We're gonna shoot our way through that list 'til there's nothing left of it!

Wednesday, April 1

Testosterone Surge

1st April
Barney, The Director’s son arrived at the weekend and is going to stay and work with us for a while, Spider Man has come back to continue logging and will stay over for the week, Félix is also here today setting up the tanks for the underwater creatures.

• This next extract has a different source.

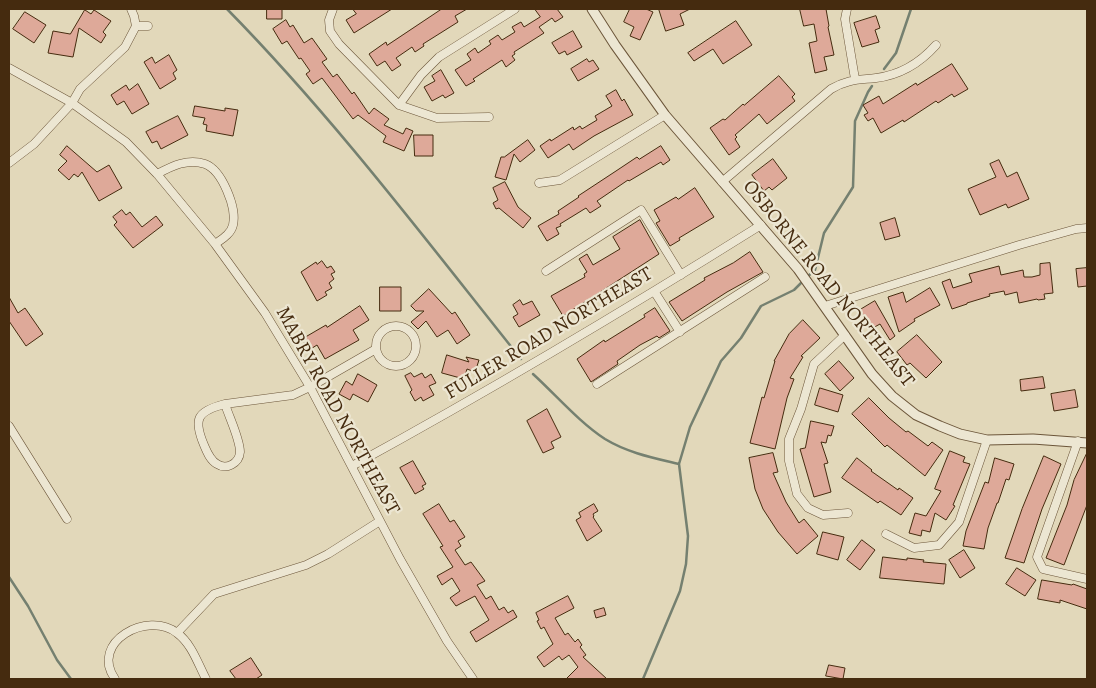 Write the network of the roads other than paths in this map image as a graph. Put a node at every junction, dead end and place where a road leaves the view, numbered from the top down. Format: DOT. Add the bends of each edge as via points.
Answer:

A couple of weeks ago I posted some notes about the existing housemates
it ony seems fair to do the same for the new boys:

Barney:
just got some very fancy sunglasses and won’t take them off – he probably sleeps wearing them, he never wears a jacket, in fact he generally dresses in a very impractical manner, he makes a great Pavlova - towering edifices that take an entire afternoon to construct.


Spider Man:
Rarely speaks, when he takes breaks from the computer he goes outside and swishes a big net around, then he examines what he’s caught and makes notes in the book he always carries with him, his favourite food is aubergine, he’s a bit rubbish at jam-making, he gave me a jar of his tomato jam – I wanted to taste it but I couldn’t find an implement strong enough to slice a piece out of the jar so, insane with curiosity, I had to just lick the surface of it.

Félix:
collects wild food, invited me for supper and served nettle soup (pretty good actually, sprinkled with ground sesame and salt), he lives with his mother, he runs a seed bank, one evening last week he turned up with a compartmentalised box hung on a strap round his neck from which he dispensed seeds for my vegetable garden. The tomato seeds are stuck on sheets of kitchen roll with the variety written on the paper.